3mo ago

So Deepseek just quietly released an open-source beast-at-math model (details inside)

cross-posted from: https://lemmygrad.ml/post/9899994

wake up
open twitter to catch up
see deepseek did it again
(and as a reminder, Deepseek-r1 only came out in January so it's been less than 12 months since their last bombshell)
One more graph:
What this all means
Traditional AI models are trained to be "rewarded" for a correct final answer. Get the expected answer, win points, be incentivized to get the answer more often. This has a major flaw: a correct answer does not guarantee correct reasoning. A model can guess, use a shortcut, or even have flawed logic but still output the right answer. This approach completely fails for tasks like theorem proving, where the process is the product. DeepSeekMath-V2 tackles this with a novel self-verifying reasoning framework:
the Generator: One part of the model generates mathematical proofs and solutions.

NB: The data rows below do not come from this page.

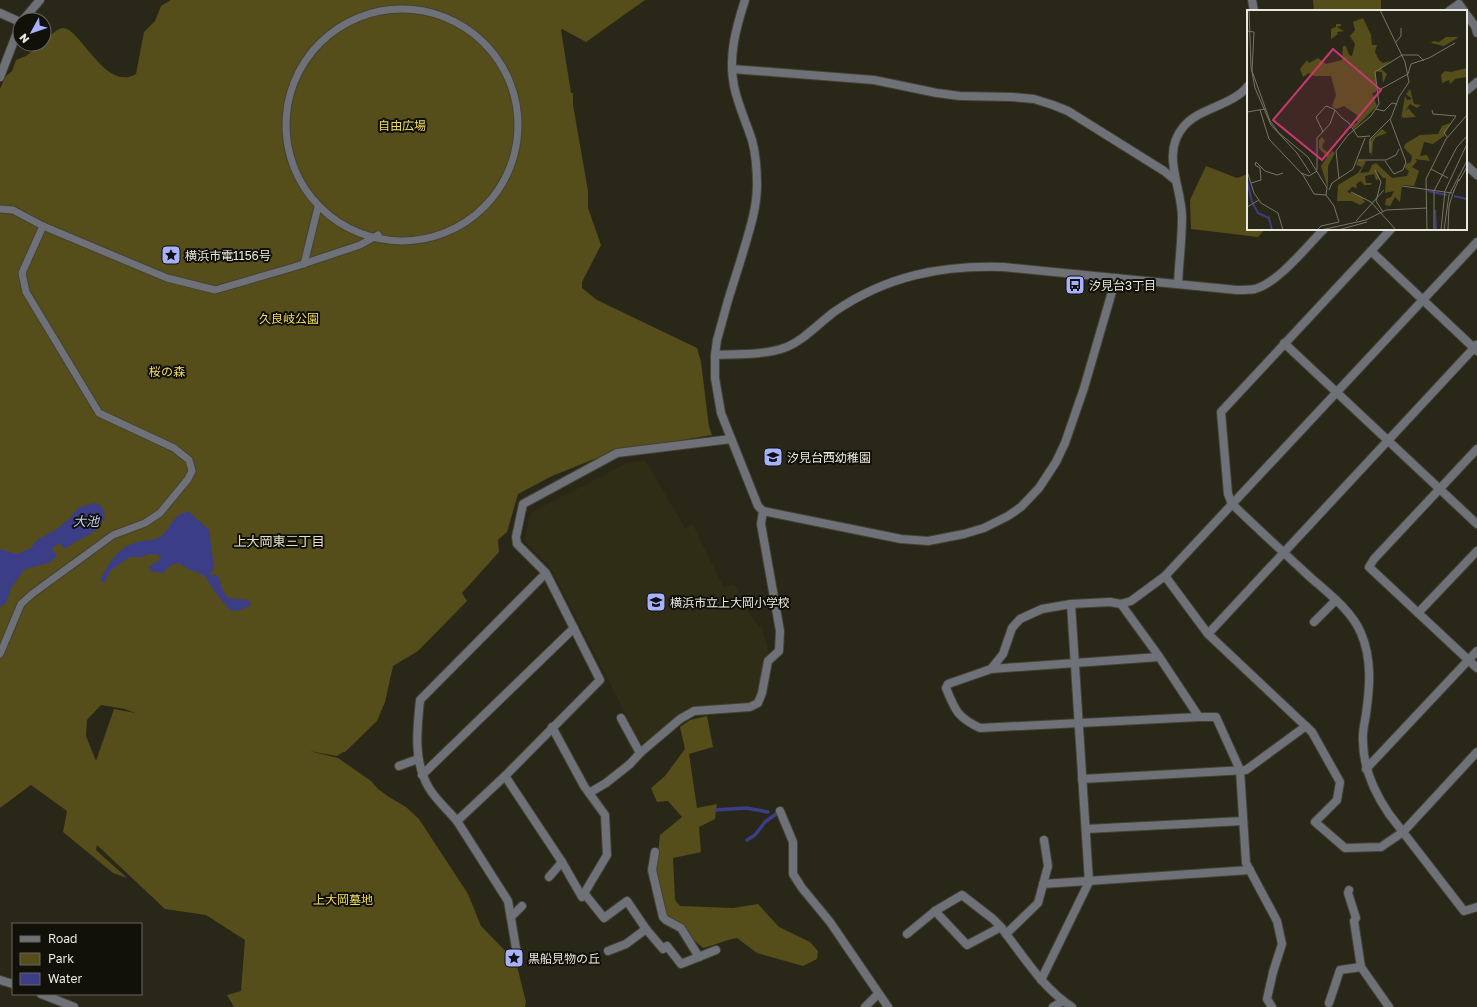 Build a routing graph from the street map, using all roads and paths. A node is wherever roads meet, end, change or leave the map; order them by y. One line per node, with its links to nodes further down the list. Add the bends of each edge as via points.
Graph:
1 (40, 0): 7 (street)
2 (745, 0): 13 (street, via 734,36)
3 (1252, 0): 4 (street)
4 (1254, 10)
5 (1450, 10): 6 (street, via 1459,4)
6 (1463, 10)
7 (30, 12)
8 (0, 13): 10 (street)
9 (1467, 15): 11 (street)
10 (12, 19)
11 (1477, 33)
12 (12, 44): 14 (street)
13 (732, 69): 20 (street, via 867,79 937,94 1034,99 1068,111); 35 (street, via 734,85 752,142 757,187 751,226 725,311)
14 (0, 76)
15 (1477, 82): 17 (street)
16 (1247, 87): 20 (street, via 1234,98 1196,116 1185,125 1174,147 1172,160)
17 (1467, 90)
18 (1467, 166): 19 (street)
19 (1477, 175)
20 (1175, 180): 31 (street, via 1182,216)
21 (318, 207): 26 (street, via 352,227); 26 (street, via 295,175 284,142 284,106 303,62 310,53 333,35 365,18 392,13 412,13 452,23 487,46 509,76 516,92 520,112 518,150 510,171 498,190 483,207 462,224 434,233); 29 (street)
22 (0, 209): 23 (street, via 13,210)
23 (43, 226): 29 (street, via 167,278 215,290); 56 (street, via 22,273 26,292 95,406 100,412 174,448 189,460 192,471 160,513 145,523 113,535 21,604)
24 (1323, 230): 31 (street, via 1273,280 1256,288 1237,290)
25 (1390, 230): 28 (street)
26 (378, 235): 29 (street, via 360,245)
27 (1477, 242): 32 (street)
28 (1371, 251): 32 (street); 33 (street)
29 (304, 264)
30 (1116, 278): 31 (street); 35 (street, via 1003,267 976,266 933,271 872,290 834,312 796,342 784,348); 42 (street, via 1065,443 1039,488 1021,507 1008,516 984,528 964,534 928,540 901,539)
31 (1178, 284)
32 (1423, 300): 34 (street); 36 (street)
33 (1284, 343): 36 (street); 41 (street, via 1221,412 1228,494)
34 (1476, 348): 38 (street)
35 (715, 355): 37 (street, via 717,395)
36 (1336, 392): 38 (street); 41 (street)
37 (731, 439): 42 (street, via 758,506); 46 (street, via 617,452 523,504 516,537 517,544)
38 (1388, 440): 40 (street); 45 (street)
39 (1477, 449): 40 (street)
40 (1440, 489): 43 (street); 51 (street, via 1369,567)
41 (1232, 504): 45 (street); 47 (street)
42 (763, 511): 68 (street, via 761,524 780,631 779,651 768,661 758,703 750,707 694,711 680,719)
43 (1477, 524)
44 (1477, 551): 51 (street)
45 (1284, 552): 48 (street); 54 (street)
46 (546, 573): 53 (street); 69 (street, via 420,700 416,748)
47 (1165, 576): 50 (street, via 1131,601); 54 (street)
48 (1336, 600): 52 (street); 71 (street, via 1361,632 1370,671 1370,690 1362,739)
49 (1071, 604): 50 (street); 59 (street); 61 (street, via 1042,609 1020,619 1012,628 1003,654)
50 (1121, 604): 57 (street)
51 (1418, 613): 58 (street)
52 (1314, 622)
53 (574, 628): 66 (street, via 600,680); 73 (street)
54 (1208, 634): 65 (street)
55 (1477, 650): 58 (street)
56 (0, 654)
57 (1160, 657): 59 (street); 62 (street)
58 (1468, 660): 60 (street); 71 (street)
59 (1075, 663): 61 (street); 64 (street)
60 (1477, 668)
61 (991, 669): 64 (street, via 948,684 946,688 955,709 969,723 980,728)
62 (1199, 717): 64 (street); 72 (street, via 1216,717)
63 (621, 718): 68 (street)
64 (1079, 723): 75 (street)
65 (1306, 726): 72 (street, via 1246,770); 81 (street, via 1312,732 1340,782 1338,800 1315,822 1345,848 1381,848)
66 (552, 727): 74 (street); 76 (street)
67 (1477, 752): 81 (street)
68 (640, 753): 76 (street, via 606,783)
69 (418, 759): 70 (street); 73 (street)
70 (400, 766)
71 (1366, 769): 81 (street, via 1379,799)
72 (1240, 770): 75 (street); 79 (street)
73 (422, 775): 78 (street, via 430,789)
74 (505, 776): 78 (street); 84 (street)
75 (1082, 779): 80 (street)
76 (589, 793): 90 (street, via 605,815 607,855)
77 (780, 811): 107 (street, via 793,842 793,874 830,922)
78 (457, 821): 94 (street, via 508,901)
79 (1243, 821): 80 (street); 85 (street, via 1246,863)
80 (1086, 829): 87 (street)
81 (1403, 832): 92 (street, via 1464,910)
82 (1044, 840): 88 (street, via 1048,866)
83 (655, 852): 101 (street, via 652,870 663,917 681,928)
84 (562, 862): 86 (street); 90 (street, via 582,897)
85 (1250, 870): 87 (street); 116 (street, via 1277,921 1282,944 1267,999)
86 (549, 877)
87 (1089, 882): 88 (street); 105 (street)
88 (1043, 884): 98 (street, via 1038,903)
89 (1349, 890): 103 (street, via 1356,918 1354,921)
90 (584, 893): 96 (street, via 604,918 627,901)
91 (522, 906): 94 (street)
92 (1477, 907)
93 (935, 911): 95 (street, via 962,895); 95 (street, via 967,945); 97 (street)
94 (511, 917): 102 (street)
95 (1000, 927): 98 (street)
96 (646, 929): 100 (street, via 626,944); 101 (street, via 663,949 666,946 681,964)
97 (907, 934)
98 (1006, 934): 105 (street)
99 (716, 950): 101 (street)
100 (608, 951)
101 (699, 957)
102 (518, 960)
103 (1361, 967): 110 (street, via 1340,970); 117 (street)
104 (0, 980): 106 (street)
105 (1041, 980): 109 (street)
106 (12, 984)
107 (878, 994): 112 (street); 113 (street)
108 (44, 995): 111 (street)
109 (1063, 1001): 114 (street); 115 (street)
110 (1329, 1003)
111 (74, 1007)
112 (865, 1007)
113 (888, 1007)
114 (1053, 1007)
115 (1072, 1007)
116 (1272, 1007)
117 (1389, 1007)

the Verifier: Another part acts as the critic, checking every step of the reasoning for logical rigor and correctness
The Loop: If the verifier finds a flaw, it provides feedback, and the generator revises the proof. This creates a co-evolution cycle where both components push each other to become smarter
This new approach allows the model to set record-breaking performance. As you can see from the charts above, it scores second-place on ProofBench-Advanced, just behind Gemini. But Gemini isn't open-source, Deepseekmath-V2 is.

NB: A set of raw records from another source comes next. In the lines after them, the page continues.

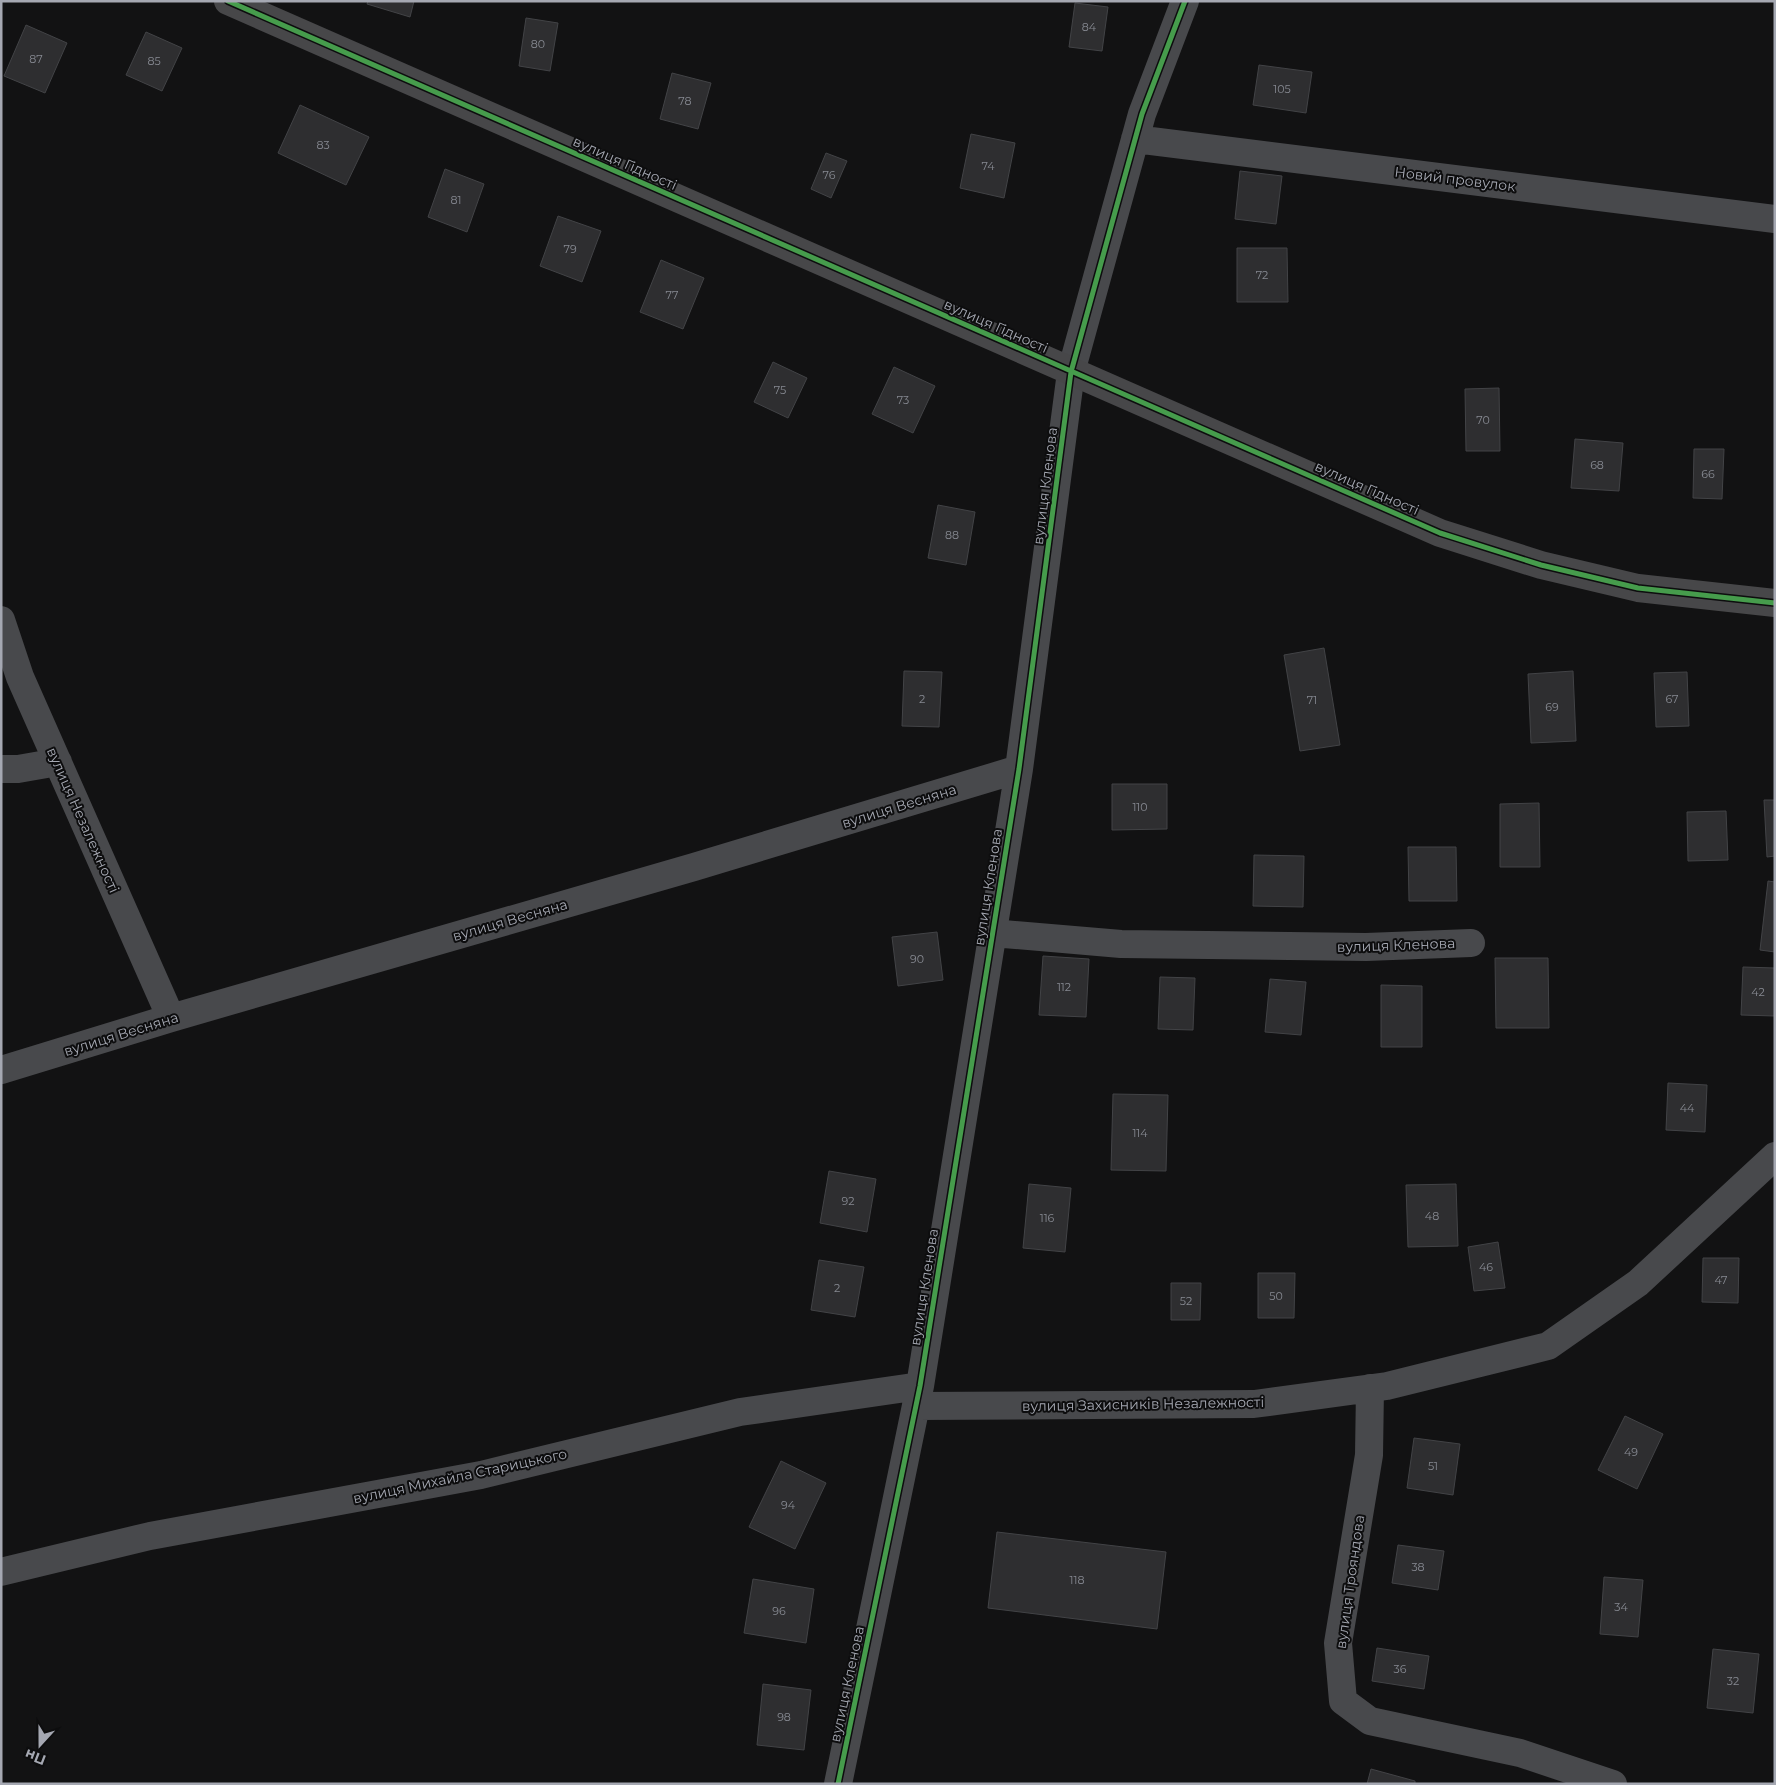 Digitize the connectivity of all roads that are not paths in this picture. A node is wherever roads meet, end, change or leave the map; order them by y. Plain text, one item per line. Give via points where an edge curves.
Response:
1 (228, 1) edge
2 (1185, 1) edge
3 (1135, 139) junction
4 (1775, 219) edge
5 (1071, 372) junction
6 (1775, 603) edge
7 (1, 620) edge
8 (58, 762) junction
9 (1, 769) edge
10 (1019, 770) junction
11 (992, 933) junction
12 (1471, 943) dead end
13 (171, 1018) junction
14 (1, 1070) edge
15 (1775, 1156) edge
16 (1370, 1388) junction
17 (918, 1396) junction
18 (1, 1572) edge
19 (838, 1784) edge
20 (1613, 1784) edge

1 - 5 street, вулиця Гідності
2 - 3 street, вулиця Кленова
3 - 4 street, Новий провулок
3 - 5 street, вулиця Кленова
5 - 6 street, вулиця Гідності via 1440,533 1541,565 1638,588
5 - 10 street, вулиця Кленова
7 - 8 street, вулиця Незалежності via 20,677
8 - 9 street
8 - 13 street, вулиця Незалежності
10 - 11 street, вулиця Кленова
10 - 13 street, вулиця Весняна
11 - 12 street, вулиця Кленова via 1131,944 1366,947
11 - 17 street, вулиця Кленова
13 - 14 street, вулиця Весняна
15 - 16 street, вулиця Захисників Незалежності via 1638,1283 1548,1346
16 - 17 street, вулиця Захисників Незалежності via 1254,1404
16 - 20 street, вулиця Трояндова via 1369,1455 1338,1643 1343,1701 1370,1721 1520,1753
17 - 18 street, вулиця Михайла Старицького via 740,1412 481,1475 150,1536
17 - 19 street, вулиця Кленова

The model weights are available on Huggingface under an Apache 2.0 license: https://huggingface.co/deepseek-ai/DeepSeek-Math-V2.

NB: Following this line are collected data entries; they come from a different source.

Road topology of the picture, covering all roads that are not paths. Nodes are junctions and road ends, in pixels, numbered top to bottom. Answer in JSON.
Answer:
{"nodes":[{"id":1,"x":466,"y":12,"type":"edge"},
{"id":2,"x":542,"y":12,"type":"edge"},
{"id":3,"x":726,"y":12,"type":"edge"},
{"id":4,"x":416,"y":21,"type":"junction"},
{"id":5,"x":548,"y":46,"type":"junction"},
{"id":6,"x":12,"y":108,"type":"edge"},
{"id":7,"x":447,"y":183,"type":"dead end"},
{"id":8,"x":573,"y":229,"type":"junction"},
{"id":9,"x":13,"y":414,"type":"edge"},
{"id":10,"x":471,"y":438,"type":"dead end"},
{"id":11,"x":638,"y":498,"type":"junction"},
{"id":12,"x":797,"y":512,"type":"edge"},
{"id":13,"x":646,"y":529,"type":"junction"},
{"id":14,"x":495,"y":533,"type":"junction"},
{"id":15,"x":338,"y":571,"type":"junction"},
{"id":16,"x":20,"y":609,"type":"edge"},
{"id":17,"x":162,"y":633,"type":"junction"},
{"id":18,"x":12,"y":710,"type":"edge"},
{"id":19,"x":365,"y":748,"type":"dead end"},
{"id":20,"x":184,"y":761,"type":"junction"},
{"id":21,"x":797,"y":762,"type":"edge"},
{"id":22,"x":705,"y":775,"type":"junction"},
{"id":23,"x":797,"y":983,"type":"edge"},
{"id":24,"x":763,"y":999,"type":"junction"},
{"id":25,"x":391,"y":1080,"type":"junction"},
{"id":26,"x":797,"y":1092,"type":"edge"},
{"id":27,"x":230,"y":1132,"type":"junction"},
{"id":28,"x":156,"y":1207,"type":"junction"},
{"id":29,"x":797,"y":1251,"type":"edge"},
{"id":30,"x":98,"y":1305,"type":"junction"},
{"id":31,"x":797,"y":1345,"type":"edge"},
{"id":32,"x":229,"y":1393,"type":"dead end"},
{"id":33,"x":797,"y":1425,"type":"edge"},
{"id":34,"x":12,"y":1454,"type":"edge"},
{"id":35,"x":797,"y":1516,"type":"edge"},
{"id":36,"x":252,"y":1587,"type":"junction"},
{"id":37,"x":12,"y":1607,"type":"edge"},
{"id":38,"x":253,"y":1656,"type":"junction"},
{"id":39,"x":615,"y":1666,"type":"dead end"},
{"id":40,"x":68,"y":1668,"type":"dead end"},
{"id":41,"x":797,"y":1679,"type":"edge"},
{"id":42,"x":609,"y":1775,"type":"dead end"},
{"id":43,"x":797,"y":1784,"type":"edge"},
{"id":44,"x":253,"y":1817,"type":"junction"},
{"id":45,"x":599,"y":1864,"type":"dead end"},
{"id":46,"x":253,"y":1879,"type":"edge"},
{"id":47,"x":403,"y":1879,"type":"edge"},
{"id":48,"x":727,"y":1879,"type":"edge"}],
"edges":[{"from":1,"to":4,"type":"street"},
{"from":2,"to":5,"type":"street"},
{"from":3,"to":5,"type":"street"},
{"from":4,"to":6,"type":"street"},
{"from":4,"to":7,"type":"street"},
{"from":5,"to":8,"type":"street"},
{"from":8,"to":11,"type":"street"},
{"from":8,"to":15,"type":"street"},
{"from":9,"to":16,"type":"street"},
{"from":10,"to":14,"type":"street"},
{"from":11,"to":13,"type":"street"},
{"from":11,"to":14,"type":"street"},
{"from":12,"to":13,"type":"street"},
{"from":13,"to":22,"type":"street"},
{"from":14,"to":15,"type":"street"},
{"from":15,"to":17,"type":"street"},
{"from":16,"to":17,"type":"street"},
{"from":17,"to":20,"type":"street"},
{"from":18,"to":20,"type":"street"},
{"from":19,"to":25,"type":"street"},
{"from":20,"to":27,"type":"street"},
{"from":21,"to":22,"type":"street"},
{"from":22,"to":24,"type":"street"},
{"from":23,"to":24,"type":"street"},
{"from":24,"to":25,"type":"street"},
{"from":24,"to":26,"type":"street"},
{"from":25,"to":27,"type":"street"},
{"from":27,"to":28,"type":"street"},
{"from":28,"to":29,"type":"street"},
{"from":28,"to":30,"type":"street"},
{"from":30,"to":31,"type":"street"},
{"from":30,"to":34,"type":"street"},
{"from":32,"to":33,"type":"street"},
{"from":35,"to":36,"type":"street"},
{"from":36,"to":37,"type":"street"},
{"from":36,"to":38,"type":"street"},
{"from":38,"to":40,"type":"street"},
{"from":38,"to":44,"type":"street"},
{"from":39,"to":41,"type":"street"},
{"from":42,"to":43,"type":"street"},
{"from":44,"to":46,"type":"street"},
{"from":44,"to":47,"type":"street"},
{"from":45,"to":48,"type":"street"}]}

This means researchers, developers, and enthusiasts around the world can download, study, and build upon this model right now. They can fine-tune or change the model to fit their needs and research, which promises a lot of exciting math discoveries happening soon - I predict (on no basis mind you) that this will help solve computing problems to start with, either practical or theoretical.
Beyond just the math, the self-verification mechanism is a crucial step towards building AI systems whose reasoning we can trust, which is vital for applications such as scientific research, formal verification, and safety-critical systems. It also proves that 'verification-driven' training is a viable and powerful alternative to the 'answer-driven' method used to this day.